There’s fresh garland running down the stairs. It smells like cedar and pine. The fire is roaring, and the ground is covered by a thick layer of fluffy snow. The cacophony of shovels against the concrete is music to my ears. It’s my favorite time of year besides the craze, high expectations, and excess of Christmas. The start of winter makes me feel alive, and Christmas gives me the hives.
Yesterday the snow fell so slow it nearly plastered itself into the air. It took a whole day, 24 hours, to gather half a ruler’s worth. You couldn’t expedite it with a credit card if you tried. That’s what I love about winter, well, winter in Minnesota. It makes you slow down, if nowhere else but on the road.
I’ve spent the last year or so trying to do just that. Slow down. I operate better with less. I also operate on the economy of quality time, which I had a deficit. I started taking off nights and weekends, scheduling dinner with friends, and date nights at home with Kev. (Our date nights are nothing fancy—a game of speed, ping pong in the basement, or an episode of This is Us.) Even in the purposeful slowdown, I still wrestle with feeling lazy and uproductive, especially when I notice the speed most keep and the ‘Hustle’ posters above their desks. That’s probably why I start every email with an apology for my response time. If life were a track team, they’d cut me by now.
I think that’s why I have trouble with Christmas too. The standard pace and quantity of the holiday is too much. We don’t do many presents (plus I’m a horrible gift giver). And we’ve never done Christmas cards. If there’s a currency for Christmas outside of presents, it’s cards. Again, I should be cut from the team.
We’re trying to spend more intentional time together this season over presents and travel. We went on that carriage ride and took Hal out to dinner on a “date” afterwards. She thought it was the coolest. We saw Cinderella at the Children’s Theater and cut down a tree. We made a snowman, decorated a pre-assembled gingerbread house from Target (life saver), and have made several batches of these Snowball Cookies.
It’s no surprise I’ve fallen in love with these cookies. They remind me of my favorite thing—snow. They’re also a good reminder that simplicity tastes good. They come together with 4 ingredients (6 if you count the vanilla and salt). They melt in your mouth just like their namesake. For that very reason, I’ve scaled this recipe down to a small batch in case you have trouble stopping after one like me. Hal and I made an extra batch for the #calmandbrightcookienight hosted by The Modern Proper. They had me at calm. You can see all the cookie recipes this way.
To those who celebrate—how do you keep Christmas light and happy, thoughtful and intentional? Am I overthinking it all?

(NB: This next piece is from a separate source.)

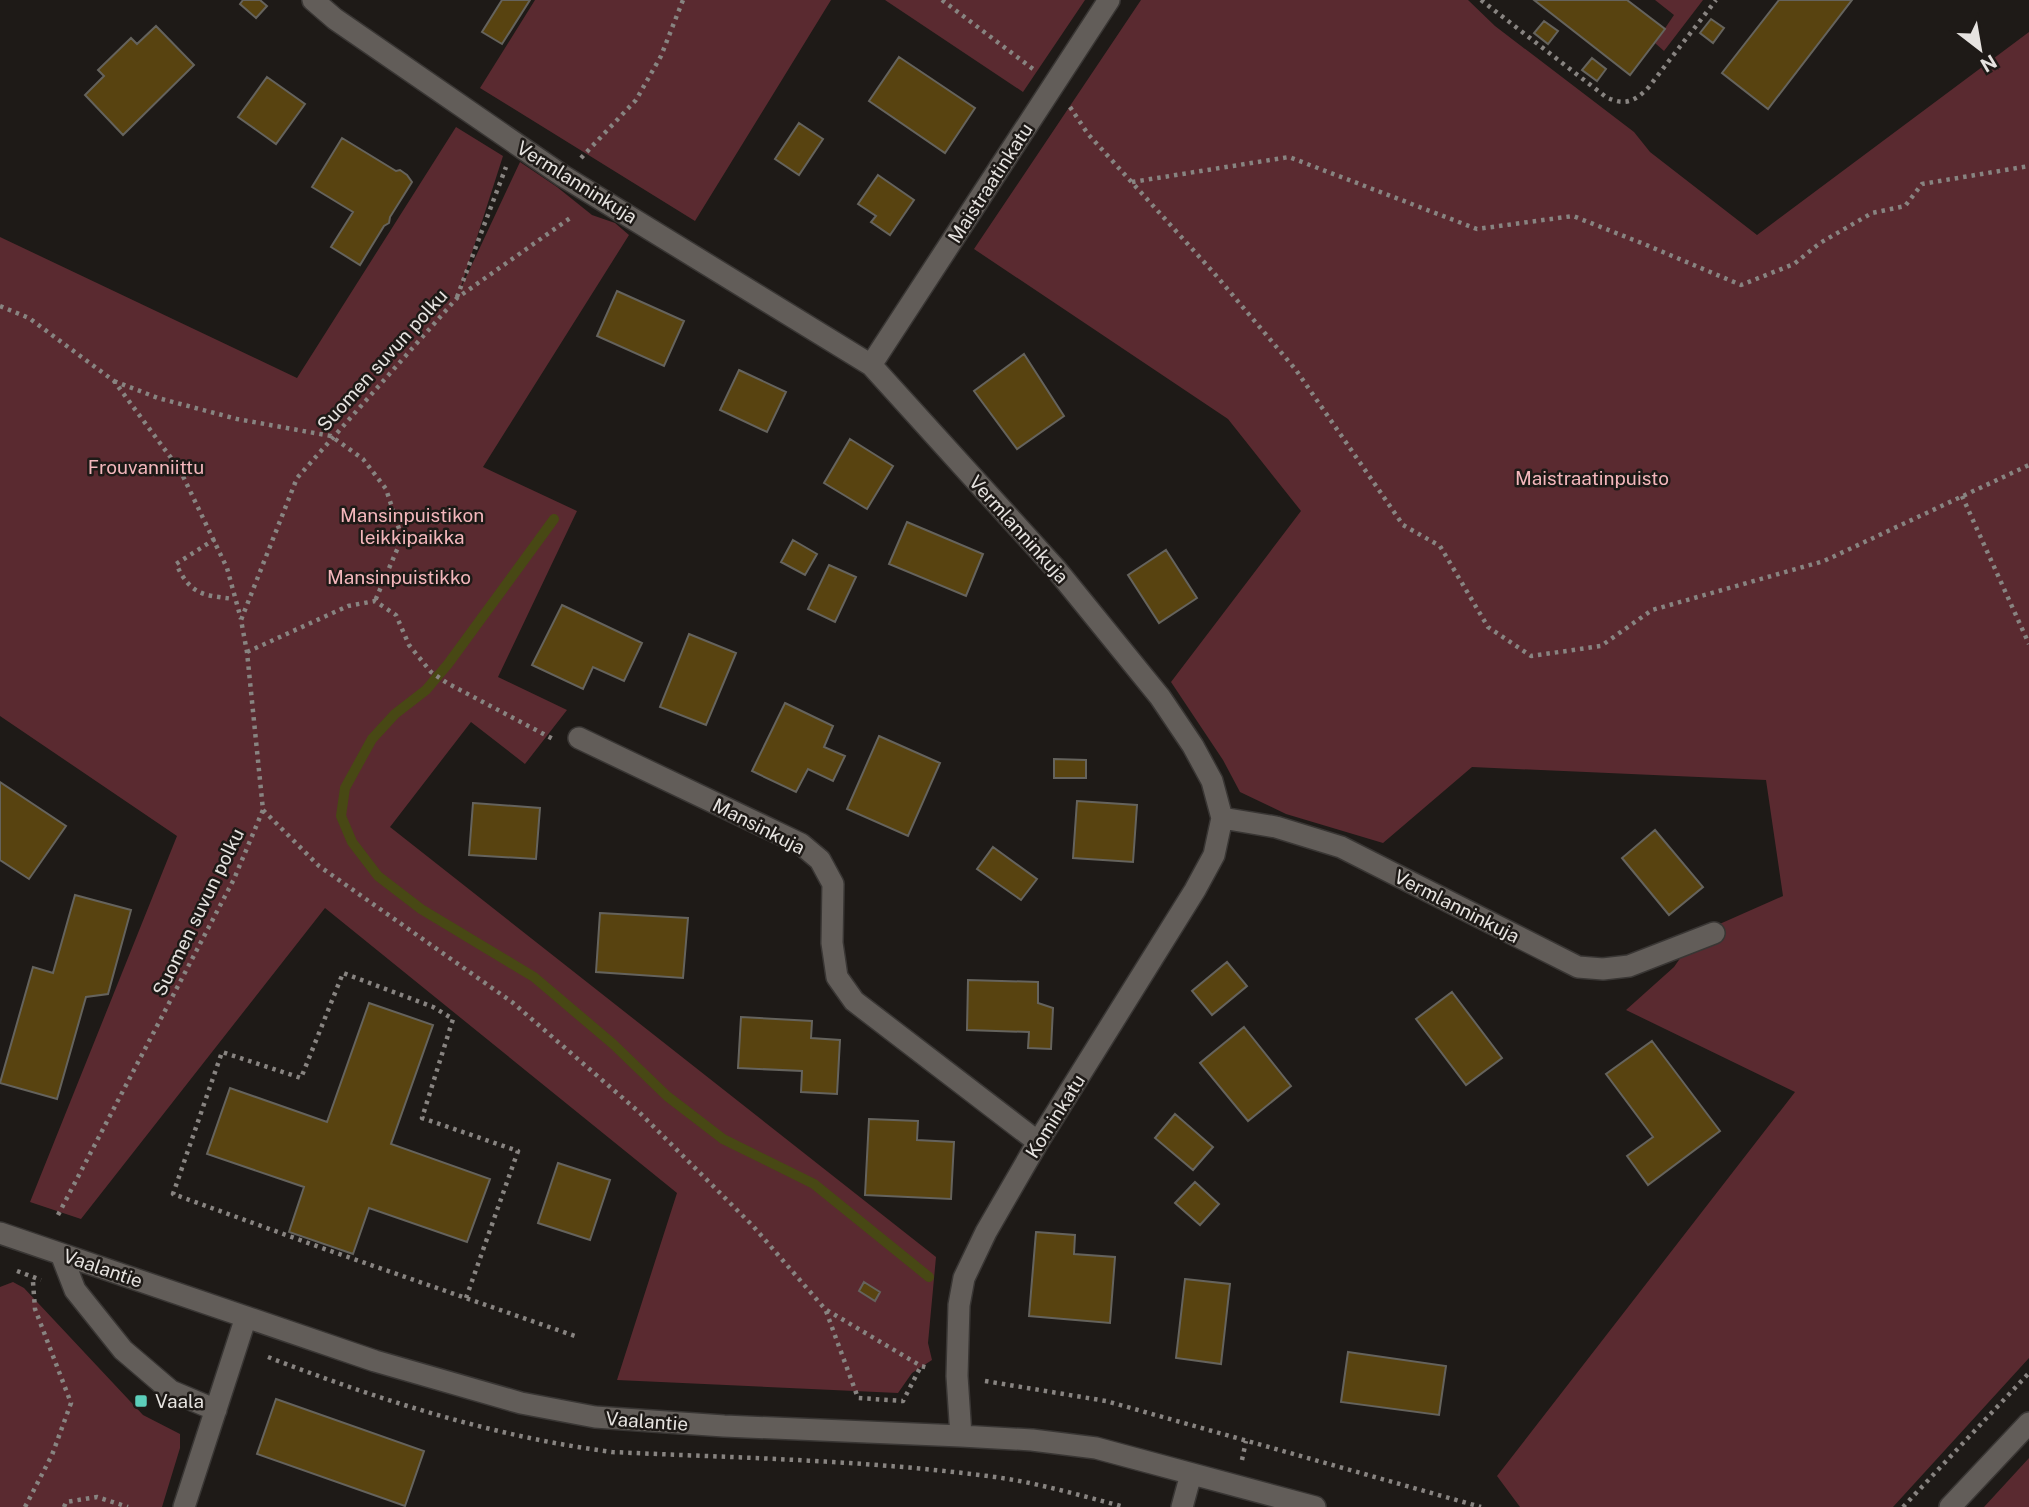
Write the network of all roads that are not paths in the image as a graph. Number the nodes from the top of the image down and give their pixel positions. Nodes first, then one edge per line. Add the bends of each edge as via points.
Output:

I originally worked on this recipe for the Kerrygold blog. Kerrygold butter makes for an extra flavorful cookie. If using, reduce baking time by 2-4 minutes and use cold Kerrygold butter.
1 stick (8 tbsp.) unsalted butter, room temperature
1/2 c. powdered sugar, divided
1 c. all-purpose flour
1/4 c. finely crushed pecans
1/8 tsp. kosher salt
1/4 tsp. pure vanilla extract
Preheat the oven to 325°F. Line a baking sheet with parchment paper. Set aside.
In a stand mixer, cream together the butter and 1/4 cup of the powdered sugar until creamy, about 3 minutes. Meanwhile, stir together the flour, pecans, and salt in a small bowl.
Turn off mixer and add in the flour mixture and vanilla extract. Mix on medium-low until everything is incorporated. Dough will look dry and rollable. Using a tablespoon-sized spring release scoop or a spoon, scoop tablespoon sized dough balls. Roll into a ball and place on the prepared baking sheet.
Bake for 14-16 minutes, removing before any browning occurs. The edge of the cookie should just start to feel crisp to the touch with some visible cracks when ready. Cookies harden as they cool. Allow to cool for about 10 minutes.
In a small bowl, add the remaining 1/4 cup powdered sugar. Roll the top of each cookie in the powdered sugar. It will melt onto the cookie. Place on a serving platter or in an airtight container. Just before serving, add an additional light dusting of powdered sugar to the tops.